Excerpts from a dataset
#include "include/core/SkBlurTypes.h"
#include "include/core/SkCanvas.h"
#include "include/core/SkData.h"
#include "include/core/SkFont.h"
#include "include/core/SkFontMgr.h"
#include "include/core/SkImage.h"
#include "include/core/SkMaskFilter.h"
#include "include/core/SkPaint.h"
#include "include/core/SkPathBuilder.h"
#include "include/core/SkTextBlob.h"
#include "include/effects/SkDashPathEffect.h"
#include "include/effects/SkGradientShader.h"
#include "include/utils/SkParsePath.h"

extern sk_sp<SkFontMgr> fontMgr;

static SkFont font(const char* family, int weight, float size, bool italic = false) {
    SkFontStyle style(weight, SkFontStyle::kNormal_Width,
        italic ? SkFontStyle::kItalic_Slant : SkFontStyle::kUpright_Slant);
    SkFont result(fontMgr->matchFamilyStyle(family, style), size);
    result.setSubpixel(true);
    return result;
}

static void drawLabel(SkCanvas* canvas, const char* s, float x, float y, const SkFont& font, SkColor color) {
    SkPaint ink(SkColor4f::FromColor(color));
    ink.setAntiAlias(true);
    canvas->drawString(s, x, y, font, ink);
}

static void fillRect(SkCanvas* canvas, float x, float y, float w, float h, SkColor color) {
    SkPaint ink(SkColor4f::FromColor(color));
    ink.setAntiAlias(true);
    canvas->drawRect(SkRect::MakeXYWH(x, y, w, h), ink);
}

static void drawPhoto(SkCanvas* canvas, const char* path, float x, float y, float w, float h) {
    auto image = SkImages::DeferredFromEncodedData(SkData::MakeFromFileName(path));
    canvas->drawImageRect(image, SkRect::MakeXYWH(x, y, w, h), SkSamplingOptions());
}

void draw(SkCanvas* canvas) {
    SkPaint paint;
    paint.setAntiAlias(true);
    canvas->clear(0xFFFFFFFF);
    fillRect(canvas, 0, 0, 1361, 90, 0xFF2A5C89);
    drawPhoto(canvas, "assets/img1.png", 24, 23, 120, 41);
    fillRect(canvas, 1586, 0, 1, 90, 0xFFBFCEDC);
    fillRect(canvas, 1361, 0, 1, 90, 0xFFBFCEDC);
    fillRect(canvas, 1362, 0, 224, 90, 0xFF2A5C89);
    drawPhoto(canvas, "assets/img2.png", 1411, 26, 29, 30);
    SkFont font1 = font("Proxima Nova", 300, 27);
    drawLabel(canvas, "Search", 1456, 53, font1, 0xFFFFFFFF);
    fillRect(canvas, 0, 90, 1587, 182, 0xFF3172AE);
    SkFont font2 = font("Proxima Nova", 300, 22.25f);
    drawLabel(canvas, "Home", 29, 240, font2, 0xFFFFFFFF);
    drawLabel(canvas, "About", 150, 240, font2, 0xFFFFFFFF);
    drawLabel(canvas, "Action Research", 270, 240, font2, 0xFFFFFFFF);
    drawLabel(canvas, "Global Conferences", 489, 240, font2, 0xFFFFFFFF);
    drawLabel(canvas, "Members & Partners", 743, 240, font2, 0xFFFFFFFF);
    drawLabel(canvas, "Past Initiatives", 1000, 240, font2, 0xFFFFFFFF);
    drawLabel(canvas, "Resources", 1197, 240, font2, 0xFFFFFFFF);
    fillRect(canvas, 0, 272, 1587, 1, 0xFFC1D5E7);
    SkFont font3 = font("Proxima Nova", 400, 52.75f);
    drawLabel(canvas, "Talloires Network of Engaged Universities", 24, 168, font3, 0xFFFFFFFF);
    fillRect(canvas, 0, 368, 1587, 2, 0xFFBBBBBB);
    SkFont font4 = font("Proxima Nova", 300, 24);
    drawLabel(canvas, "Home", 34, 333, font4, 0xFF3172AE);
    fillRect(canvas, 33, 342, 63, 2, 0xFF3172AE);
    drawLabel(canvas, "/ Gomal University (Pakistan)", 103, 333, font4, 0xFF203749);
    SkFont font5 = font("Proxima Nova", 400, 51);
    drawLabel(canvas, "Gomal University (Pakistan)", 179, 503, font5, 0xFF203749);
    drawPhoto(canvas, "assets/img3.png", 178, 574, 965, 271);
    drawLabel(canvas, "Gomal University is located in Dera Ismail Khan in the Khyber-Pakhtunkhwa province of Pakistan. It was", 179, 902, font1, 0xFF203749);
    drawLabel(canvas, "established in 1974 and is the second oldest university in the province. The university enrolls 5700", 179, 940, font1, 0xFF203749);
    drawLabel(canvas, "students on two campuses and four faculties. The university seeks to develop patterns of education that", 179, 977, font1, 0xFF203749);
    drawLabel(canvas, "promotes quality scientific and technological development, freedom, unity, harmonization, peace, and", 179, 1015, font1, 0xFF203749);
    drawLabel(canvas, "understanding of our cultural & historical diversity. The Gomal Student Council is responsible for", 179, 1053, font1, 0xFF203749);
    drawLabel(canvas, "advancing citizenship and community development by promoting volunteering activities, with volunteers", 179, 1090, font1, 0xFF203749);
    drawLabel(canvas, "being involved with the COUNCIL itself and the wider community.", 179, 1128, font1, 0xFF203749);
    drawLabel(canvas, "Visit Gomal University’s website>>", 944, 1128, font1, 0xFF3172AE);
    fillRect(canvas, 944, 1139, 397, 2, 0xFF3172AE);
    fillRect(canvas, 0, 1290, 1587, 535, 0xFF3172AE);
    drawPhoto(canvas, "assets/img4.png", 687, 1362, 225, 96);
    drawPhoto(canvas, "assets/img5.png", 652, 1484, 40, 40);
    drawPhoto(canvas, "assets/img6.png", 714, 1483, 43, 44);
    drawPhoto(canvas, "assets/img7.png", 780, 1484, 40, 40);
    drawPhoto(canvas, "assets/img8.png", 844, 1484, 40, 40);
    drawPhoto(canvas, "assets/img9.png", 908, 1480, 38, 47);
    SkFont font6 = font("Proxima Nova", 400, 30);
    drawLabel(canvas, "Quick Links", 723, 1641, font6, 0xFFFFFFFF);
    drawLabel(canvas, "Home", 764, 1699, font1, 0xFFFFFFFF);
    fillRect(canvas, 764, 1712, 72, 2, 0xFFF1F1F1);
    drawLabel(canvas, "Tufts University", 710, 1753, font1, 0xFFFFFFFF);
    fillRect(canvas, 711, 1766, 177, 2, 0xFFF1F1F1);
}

Assignment
Take the lines above from the first through the one containing "static void fillRect(SkCanvas*" and reproduce them exactly; include nothing else.

Response area
#include "include/core/SkBlurTypes.h"
#include "include/core/SkCanvas.h"
#include "include/core/SkData.h"
#include "include/core/SkFont.h"
#include "include/core/SkFontMgr.h"
#include "include/core/SkImage.h"
#include "include/core/SkMaskFilter.h"
#include "include/core/SkPaint.h"
#include "include/core/SkPathBuilder.h"
#include "include/core/SkTextBlob.h"
#include "include/effects/SkDashPathEffect.h"
#include "include/effects/SkGradientShader.h"
#include "include/utils/SkParsePath.h"

extern sk_sp<SkFontMgr> fontMgr;

static SkFont font(const char* family, int weight, float size, bool italic = false) {
    SkFontStyle style(weight, SkFontStyle::kNormal_Width,
        italic ? SkFontStyle::kItalic_Slant : SkFontStyle::kUpright_Slant);
    SkFont result(fontMgr->matchFamilyStyle(family, style), size);
    result.setSubpixel(true);
    return result;
}

static void drawLabel(SkCanvas* canvas, const char* s, float x, float y, const SkFont& font, SkColor color) {
    SkPaint ink(SkColor4f::FromColor(color));
    ink.setAntiAlias(true);
    canvas->drawString(s, x, y, font, ink);
}

static void fillRect(SkCanvas* canvas, float x, float y, float w, float h, SkColor color) {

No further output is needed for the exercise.